Work to complete:
In the entries below, how many lines contain the string "nodes"? Give the number by itself.

(Stored items)
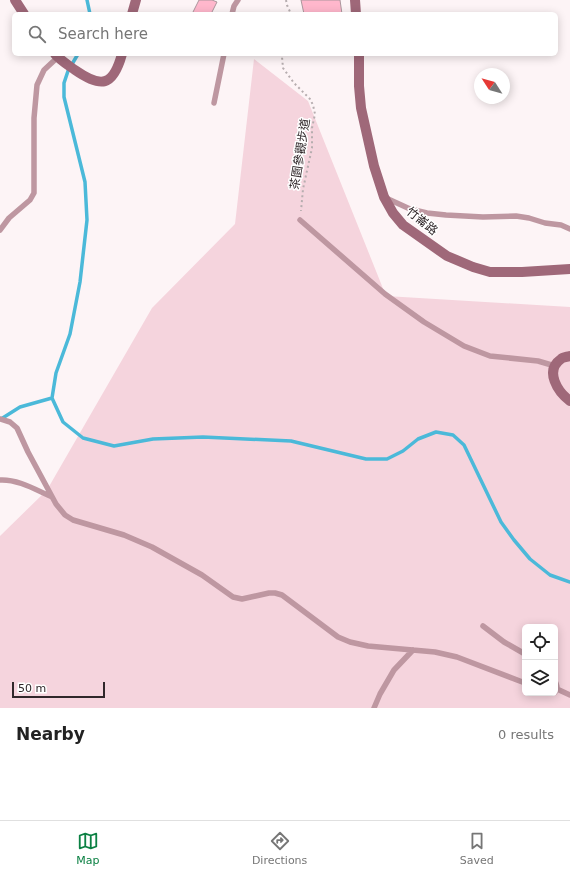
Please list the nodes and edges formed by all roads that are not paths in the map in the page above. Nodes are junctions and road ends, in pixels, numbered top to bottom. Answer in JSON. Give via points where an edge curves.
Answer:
{"nodes":[{"id":1,"x":15,"y":0,"type":"edge"},
{"id":2,"x":136,"y":0,"type":"edge"},
{"id":3,"x":238,"y":0,"type":"edge"},
{"id":4,"x":355,"y":0,"type":"edge"},
{"id":5,"x":23,"y":12,"type":"edge"},
{"id":6,"x":133,"y":12,"type":"edge"},
{"id":7,"x":232,"y":12,"type":"edge"},
{"id":8,"x":356,"y":12,"type":"edge"},
{"id":9,"x":56,"y":56,"type":"edge"},
{"id":10,"x":121,"y":56,"type":"edge"},
{"id":11,"x":224,"y":56,"type":"edge"},
{"id":12,"x":359,"y":56,"type":"edge"},
{"id":13,"x":214,"y":103,"type":"dead end"},
{"id":14,"x":384,"y":197,"type":"junction"},
{"id":15,"x":300,"y":220,"type":"road end"},
{"id":16,"x":570,"y":229,"type":"edge"},
{"id":17,"x":0,"y":230,"type":"edge"},
{"id":18,"x":570,"y":268,"type":"edge"},
{"id":19,"x":570,"y":356,"type":"edge"},
{"id":20,"x":555,"y":366,"type":"junction"},
{"id":21,"x":570,"y":401,"type":"edge"},
{"id":22,"x":0,"y":419,"type":"edge"},
{"id":23,"x":0,"y":480,"type":"edge"},
{"id":24,"x":52,"y":497,"type":"junction"},
{"id":25,"x":483,"y":626,"type":"dead end"},
{"id":26,"x":414,"y":650,"type":"junction"},
{"id":27,"x":522,"y":652,"type":"edge"},
{"id":28,"x":522,"y":683,"type":"edge"},
{"id":29,"x":558,"y":692,"type":"edge"},
{"id":30,"x":570,"y":695,"type":"edge"},
{"id":31,"x":374,"y":708,"type":"edge"}],
"edges":[{"from":1,"to":5,"type":"street"},
{"from":2,"to":6,"type":"street"},
{"from":3,"to":7,"type":"lane"},
{"from":4,"to":8,"type":"street"},
{"from":9,"to":10,"type":"street","via":[[89,80],[99,82],[114,74]]},
{"from":9,"to":17,"type":"lane","via":[[44,70],[37,85],[34,118],[34,193]]},
{"from":11,"to":13,"type":"lane"},
{"from":12,"to":14,"type":"street","name":"竹崙路","via":[[361,108],[372,159]]},
{"from":14,"to":16,"type":"lane","via":[[410,209],[427,213],[516,216]]},
{"from":14,"to":18,"type":"street","name":"竹崙路","via":[[403,225],[447,256],[473,267],[490,272]]},
{"from":15,"to":20,"type":"lane","via":[[385,294],[458,342],[490,356],[538,361]]},
{"from":19,"to":20,"type":"street","via":[[561,359]]},
{"from":20,"to":21,"type":"street","via":[[555,385]]},
{"from":22,"to":24,"type":"lane","via":[[10,422],[17,428]]},
{"from":23,"to":24,"type":"lane","via":[[27,486]]},
{"from":24,"to":26,"type":"lane","via":[[65,514],[74,520],[124,535],[152,547],[202,575],[233,597],[242,599],[275,593],[282,595],[338,637],[368,646]]},
{"from":25,"to":27,"type":"lane"},
{"from":26,"to":28,"type":"lane","via":[[457,657]]},
{"from":26,"to":31,"type":"lane","via":[[394,670]]},
{"from":29,"to":30,"type":"lane"}]}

Written solution:
2